Look through the listing below, and wherever a line has the string "AVENIDA", copy it.
═══ TASK MATERIAL ═══
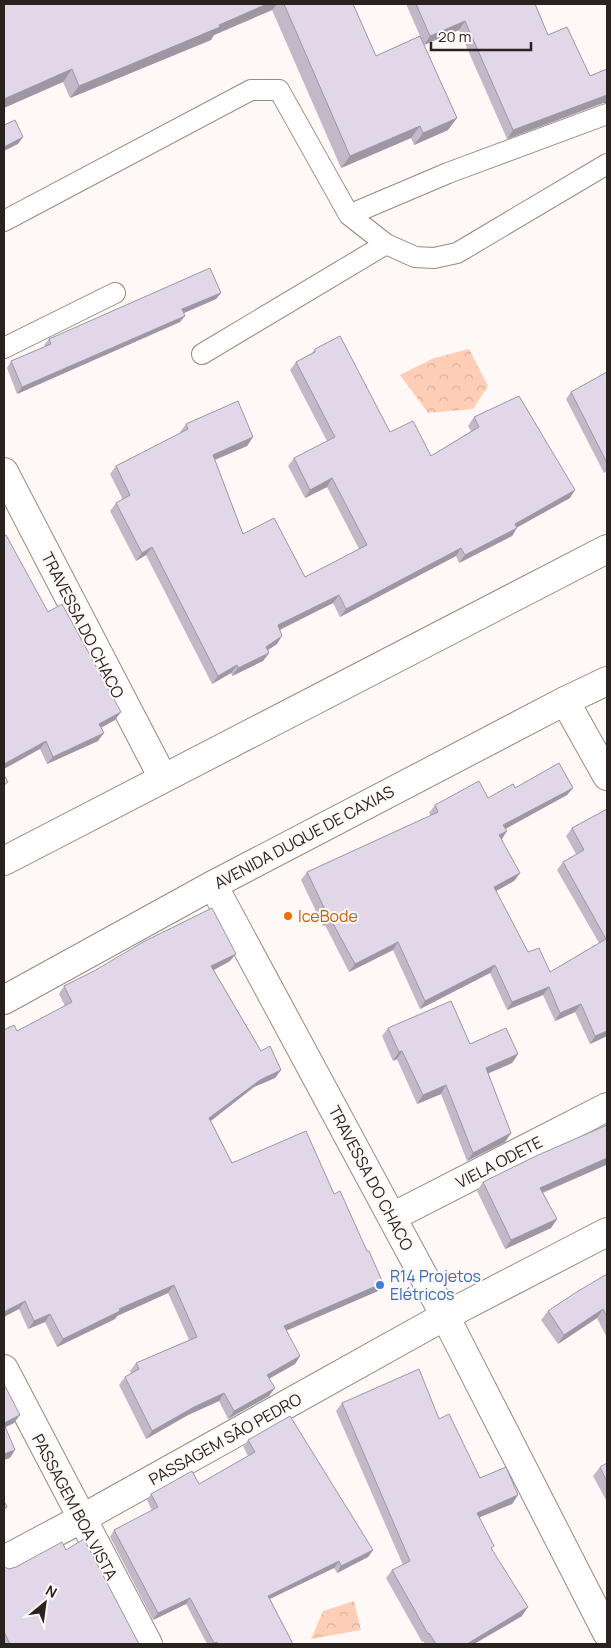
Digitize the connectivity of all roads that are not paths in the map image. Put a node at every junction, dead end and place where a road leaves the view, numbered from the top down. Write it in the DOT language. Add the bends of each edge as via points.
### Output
graph roads {
  1 [pos="607,114"];
  2 [pos="607,164"];
  3 [pos="349,215"];
  4 [pos="4,221"];
  5 [pos="386,244"];
  6 [pos="115,293"];
  7 [pos="4,348"];
  8 [pos="202,354"];
  9 [pos="4,472"];
  10 [pos="607,548"];
  11 [pos="607,681"];
  12 [pos="565,701"];
  13 [pos="607,776"];
  14 [pos="163,778"];
  15 [pos="4,861"];
  16 [pos="213,885"];
  17 [pos="4,1000"];
  18 [pos="607,1107"];
  19 [pos="392,1216"];
  20 [pos="607,1232"];
  21 [pos="445,1316"];
  22 [pos="4,1369"];
  23 [pos="82,1519"];
  24 [pos="4,1560"];
  25 [pos="607,1633"];
  26 [pos="148,1644"];
  1 -- 3 [label="lane" via="448,173"];
  2 -- 5 [label="lane" via="457,253 434,258 415,257"];
  3 -- 4 [label="lane" via="278,90 251,90"];
  3 -- 5 [label="lane"];
  5 -- 8 [label="lane"];
  6 -- 7 [label="lane"];
  9 -- 14 [label="street, TRAVESSA DO CHACO"];
  10 -- 14 [label="street"];
  11 -- 12 [label="street, AVENIDA DUQUE DE CAXIAS"];
  12 -- 13 [label="street"];
  12 -- 16 [label="street, AVENIDA DUQUE DE CAXIAS"];
  14 -- 15 [label="street"];
  16 -- 17 [label="street, AVENIDA DUQUE DE CAXIAS"];
  16 -- 19 [label="street, TRAVESSA DO CHACO"];
  18 -- 19 [label="street, VIELA ODETE"];
  19 -- 21 [label="street, TRAVESSA DO CHACO"];
  20 -- 21 [label="street, PASSAGEM SÃO PEDRO"];
  21 -- 23 [label="street, PASSAGEM SÃO PEDRO"];
  21 -- 25 [label="street, TRAVESSA DO CHACO"];
  22 -- 23 [label="street, PASSAGEM BOA VISTA"];
  23 -- 24 [label="street, PASSAGEM SÃO PEDRO"];
  23 -- 26 [label="street, PASSAGEM BOA VISTA"];
}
═══
§ **FINISHED TASK**:
  11 -- 12 [label="street, AVENIDA DUQUE DE CAXIAS"];
  12 -- 16 [label="street, AVENIDA DUQUE DE CAXIAS"];
  16 -- 17 [label="street, AVENIDA DUQUE DE CAXIAS"];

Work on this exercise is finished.